Bem já conhecem a cidade, as fabricas, usinas e Luba, agora vamos
ao local da palestra: na altura, o “Inter-clube”
(Clube Internacional), de que já falei, era o sítio onde, de vez em quando,
íamos tomar uma bebida ou ouvir uma música, “paquerar” umas garotas etc… ou
apenas ficar sentado a olhar para a parede. Nunca tinha falado nesse sítio como
orador, mas tinha intervindo em discussões várias dando minha contribuição; foi
por isso tudo que resolvi que era interessante estar ali no papel de orador, e
que também aceitei o convite sem delongas de maior. No grande dia o auditório
estava repleto, as meninas ansiosas, o bar cheio de rapazes, eu nervoso.

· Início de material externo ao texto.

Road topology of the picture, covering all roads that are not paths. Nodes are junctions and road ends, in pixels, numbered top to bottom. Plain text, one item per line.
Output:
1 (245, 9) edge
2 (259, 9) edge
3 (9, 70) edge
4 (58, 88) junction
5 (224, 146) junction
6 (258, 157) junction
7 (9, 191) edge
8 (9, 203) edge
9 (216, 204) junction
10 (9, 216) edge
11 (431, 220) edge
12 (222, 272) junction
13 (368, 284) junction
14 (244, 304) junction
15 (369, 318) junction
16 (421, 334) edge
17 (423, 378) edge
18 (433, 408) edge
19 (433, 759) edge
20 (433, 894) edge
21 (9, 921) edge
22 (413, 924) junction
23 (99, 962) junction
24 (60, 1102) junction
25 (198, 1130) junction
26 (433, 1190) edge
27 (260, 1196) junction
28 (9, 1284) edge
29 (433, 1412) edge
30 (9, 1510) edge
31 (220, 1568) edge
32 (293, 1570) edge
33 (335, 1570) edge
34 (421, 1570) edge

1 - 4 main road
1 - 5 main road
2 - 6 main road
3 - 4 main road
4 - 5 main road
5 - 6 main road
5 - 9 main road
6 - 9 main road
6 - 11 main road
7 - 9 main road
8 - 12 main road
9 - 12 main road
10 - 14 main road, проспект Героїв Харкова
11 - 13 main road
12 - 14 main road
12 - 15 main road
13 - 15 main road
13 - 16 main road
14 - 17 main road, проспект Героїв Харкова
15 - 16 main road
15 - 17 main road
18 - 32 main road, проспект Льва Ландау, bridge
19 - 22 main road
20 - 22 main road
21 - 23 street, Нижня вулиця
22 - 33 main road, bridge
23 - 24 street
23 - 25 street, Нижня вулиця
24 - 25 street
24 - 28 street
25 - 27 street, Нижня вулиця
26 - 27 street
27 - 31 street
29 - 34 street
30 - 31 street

Ouviam-se gritinhos e incentivos dirigidos a mim, que desajeitadamente segurava
na mão, a vista de todos, a minha “papka”(pasta): “… estamos a esperaaaaaaaaaaa…”, “queremos
coisa bonita…”. Os rapazes “gozavam “…é hoje que vai ser Jora” (os russos deram-me este nome logo que cheguei pois Fernando
era uma coisa impronunciável para eles, assim de Jorge fizeram Jora que era um diminutivo Russo embora
muito raro. Por alguma razão, que até agora não consigo vislumbrar, era muito
popular em quase todos as comunidades que ali iriam estar presentes (seja entre
Moçambicanos, Guineenses, Angolanos, Cubanos, etc.) e por isso uma “pessoa
conhecida” e que achavam que “falava bem” (já algumas dessas estudantes tinham
assistido uma ou outra intervenção minha) e que “tinha presença” (um eufemismo
para dizer que “até que és simpático…”, vá-se la entender as mulheres… dez
minutos depois lá me descontrai por fim, conversando com umas e outras, posando
para fotos e bebendo um cocktail qualquer sem álcool pois o álcool era proibido
nesse local.
Depois de leituras de poemas de Agostinho Neto (sagrada Esperança
entre outros), Mayakovski (?) e de mais poetas e poetisas de quais não me
lembro os nomes, fui chamado ao palco e apresentado a assistência pela
Presidente da organização juvenil feminina de Angola na cidade como o “Fernando
Teixeira, da Guiné que nos vai falar do oito de Março e sua importância no
contexto actual” ou qualquer coisa do género muito parecido. Olhei para aquela
plateia de jovens mulheres e para o meu manuscrito e hesitei… e a hesitação foi
mais longa que o pretendido, então a sala ficou instantaneamente em silêncio,
pensaram que de emoção perdi o dom da fala ou de raciocinar talvez... Mas,
afinal, o que me imobilizava era apenas um problema ainda não resolvido da
noite anterior: qual dos discursos proferir. Como o meio é que faz o homem (embora
o contrário também é válido, infelizmente para mim) acabei fazendo o discurso
politicamente correcto, embora de modo descontraído, provocativo e brincalhão;
o que fez muito sucesso, diga-se de passagem, pois originou muitas
intervenções, e conversas várias depois, na altura da farra. Esse manuscrito
nunca mais o vi, mas acho que deve pertencer hoje a um antigo estudante
Guineense que lá se encontrava o S., das Pescas, que mo pediu para “copiar (e
logo devolver”… ainda estou a espera).
O outro discurso que na verdade sintetizava o meu real pensamento
sobre essa data, guardei para mim (depois veio a desaparecer com todos os meus
haveres em três contentores perdidos no Báltico, em Talin para ser exacto;
outra história… e tantas são), hoje apenas lembro dos tópicos principais mas
acho interessante voltar a ele depois de tantos anos, pois se as coisas
mudaram, mudaram em “direcção” do que escrevi, quer dizer nada. Mas nesse dia,
nessa tribuna, como disse, percebi ha tempo, que ninguém ali nesse auditório
estava ainda preparado para ele. Embora confesse que senti tentado durante
longos segundos a proferi-lo ao olhar para aquelas almas jovens que um dia quem
sabe seriam futuros dirigentes do seu países (nos esparsos contactos que depois
houve, soube que muitas vieram a desempenhar papeis muito importantes nos seus
países), como dirigentes políticos, empresariais ou simplesmente - atendendo o
“prestígio” de serem quadros superiores em países paupérrimos - Opnion Makers (fazedores de opinião)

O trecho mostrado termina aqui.